Good advice above. It is a good to be systematic (for interviews and in practice) but you don't need to say everything as you scan... that makes it look like you are lost and just buying time. Go smoothly proximal to distal, bones then soft tissue then maybe pertinent align/angles, classification, etc once you've found the pathology. They usually just want diagnosis from the XR and then will move on to treatments.
The top thing is always get as much history as they will give you. Keep asking questions until they stop you or say they won't give that info. They will usually at least say wound or puncture (so look for osteo, gas, etc) or say injury (look for fx, disloc, etc) or you will see it's peds (coalition, neoplasm, etc). The elective stuff (RA, flat foot, HAV, etc) will typically be pretty obvious. If they give no history or you are stuck, just take your time and just scan systematically.
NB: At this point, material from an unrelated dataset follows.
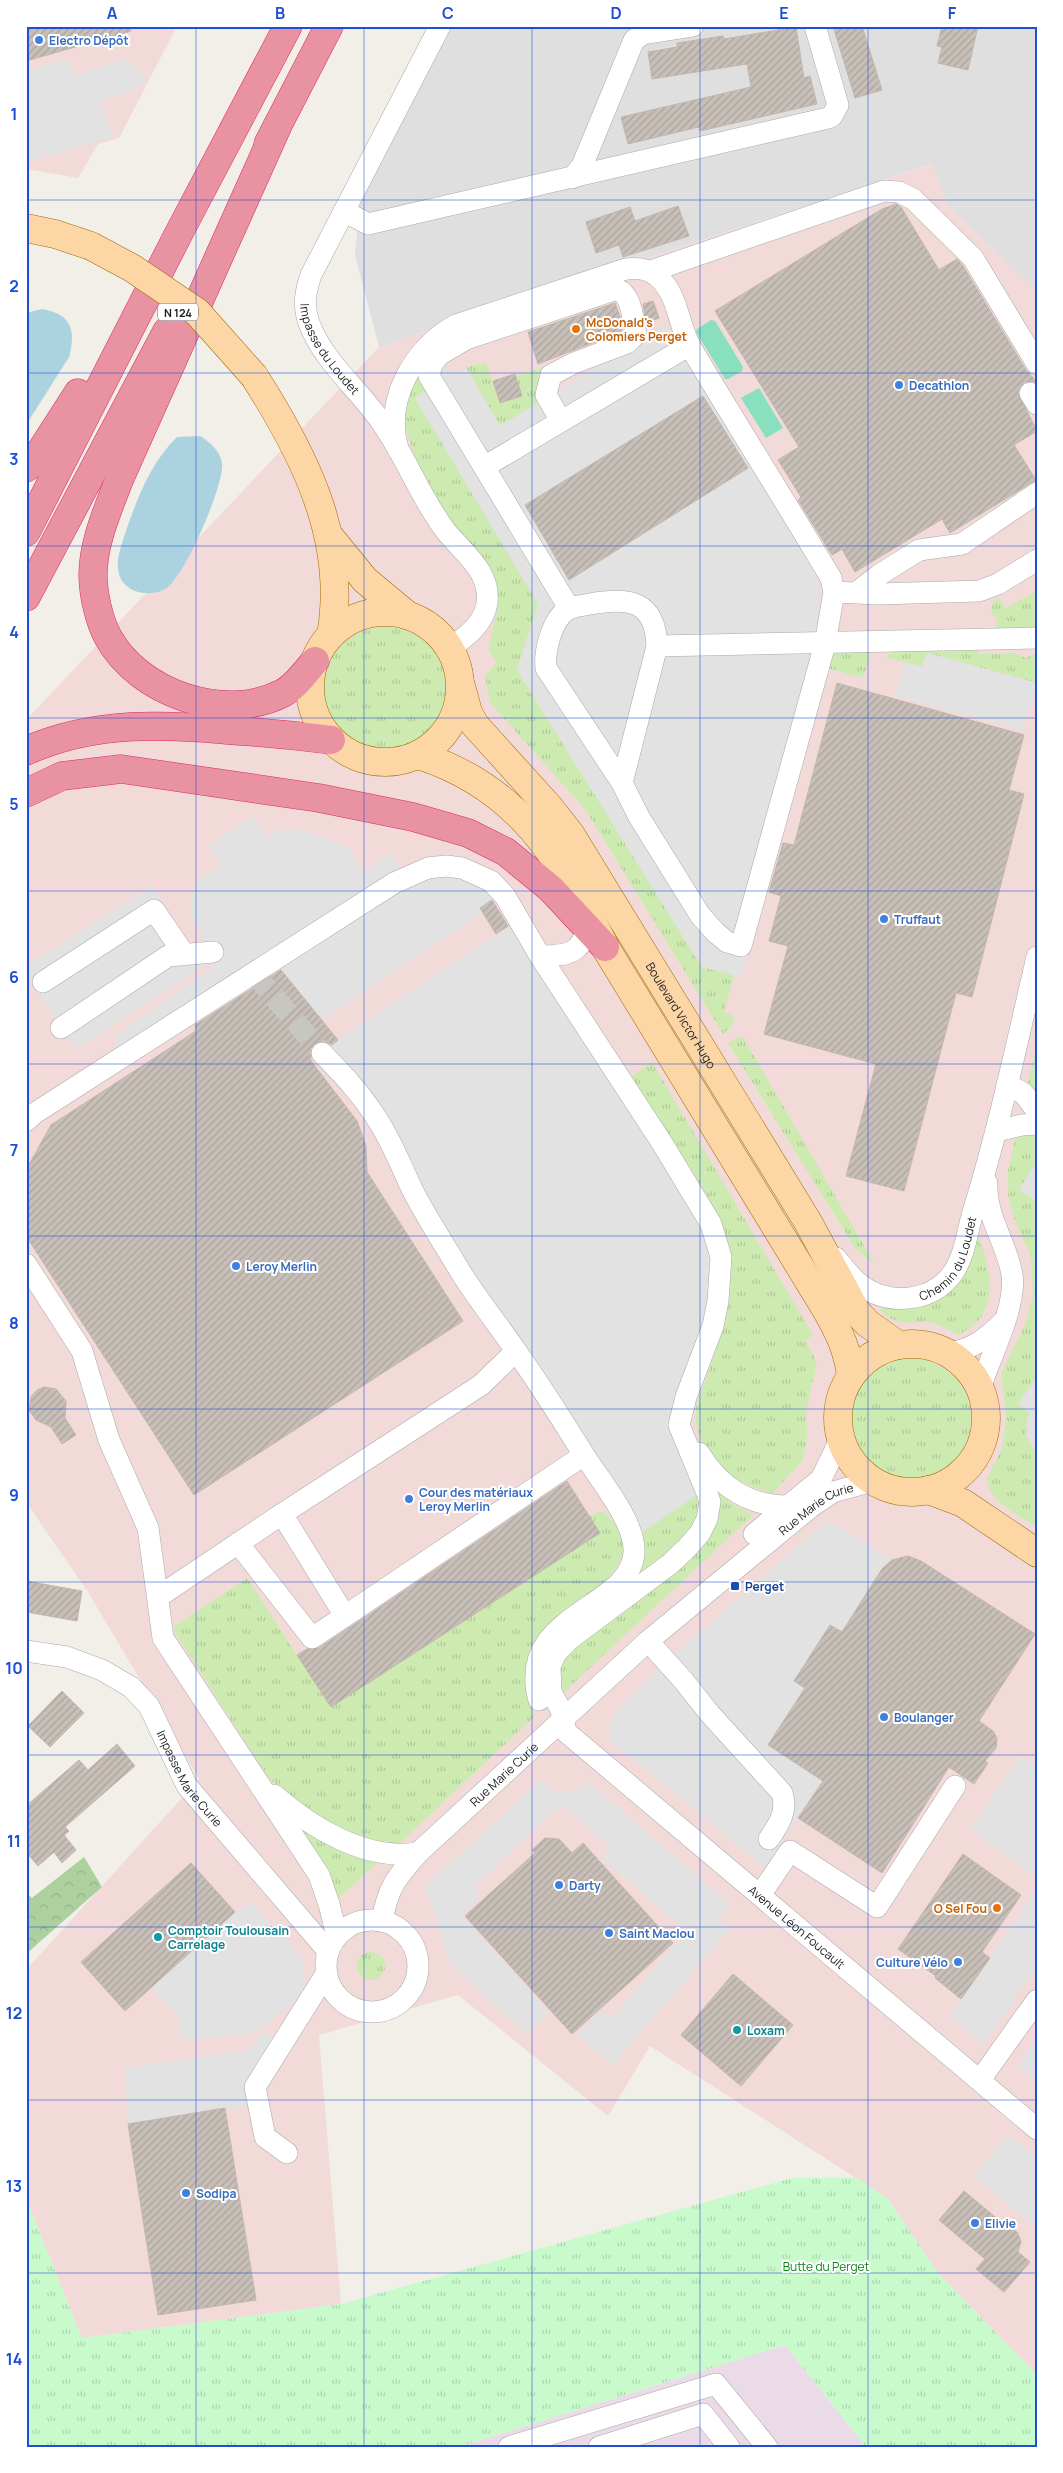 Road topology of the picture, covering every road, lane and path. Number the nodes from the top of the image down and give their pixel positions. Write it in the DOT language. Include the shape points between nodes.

I had one with macrodactly hallux plain XR that was tough, but I picked it up (took a min since I scanned prox to distal).... he told me over half the interviewees had missed that one (and they don't let you proceed to tx and surgery part of that case if you don't get dx).
Obviously, unless it is blatantly bad fixation and they are clearly showing a complication, don't ever criticize the surgery post-op XRs even if it is three fibula tightropes and a medial mall k-wire and or ex-fix for Weil and hammertoe or something wacky. It is likely a case from the interviewer or an attending from the program, so just be aware of that. Plus, surgery isn't easy and some people are quite proud of their total first MPJ or some "masterpiece" that other F&A surgeons would consider a hand turkey drawn in crayon.
orthobullets is good and has a lot of xrays to look at... mostly trauma but also some other elective F&A stuff.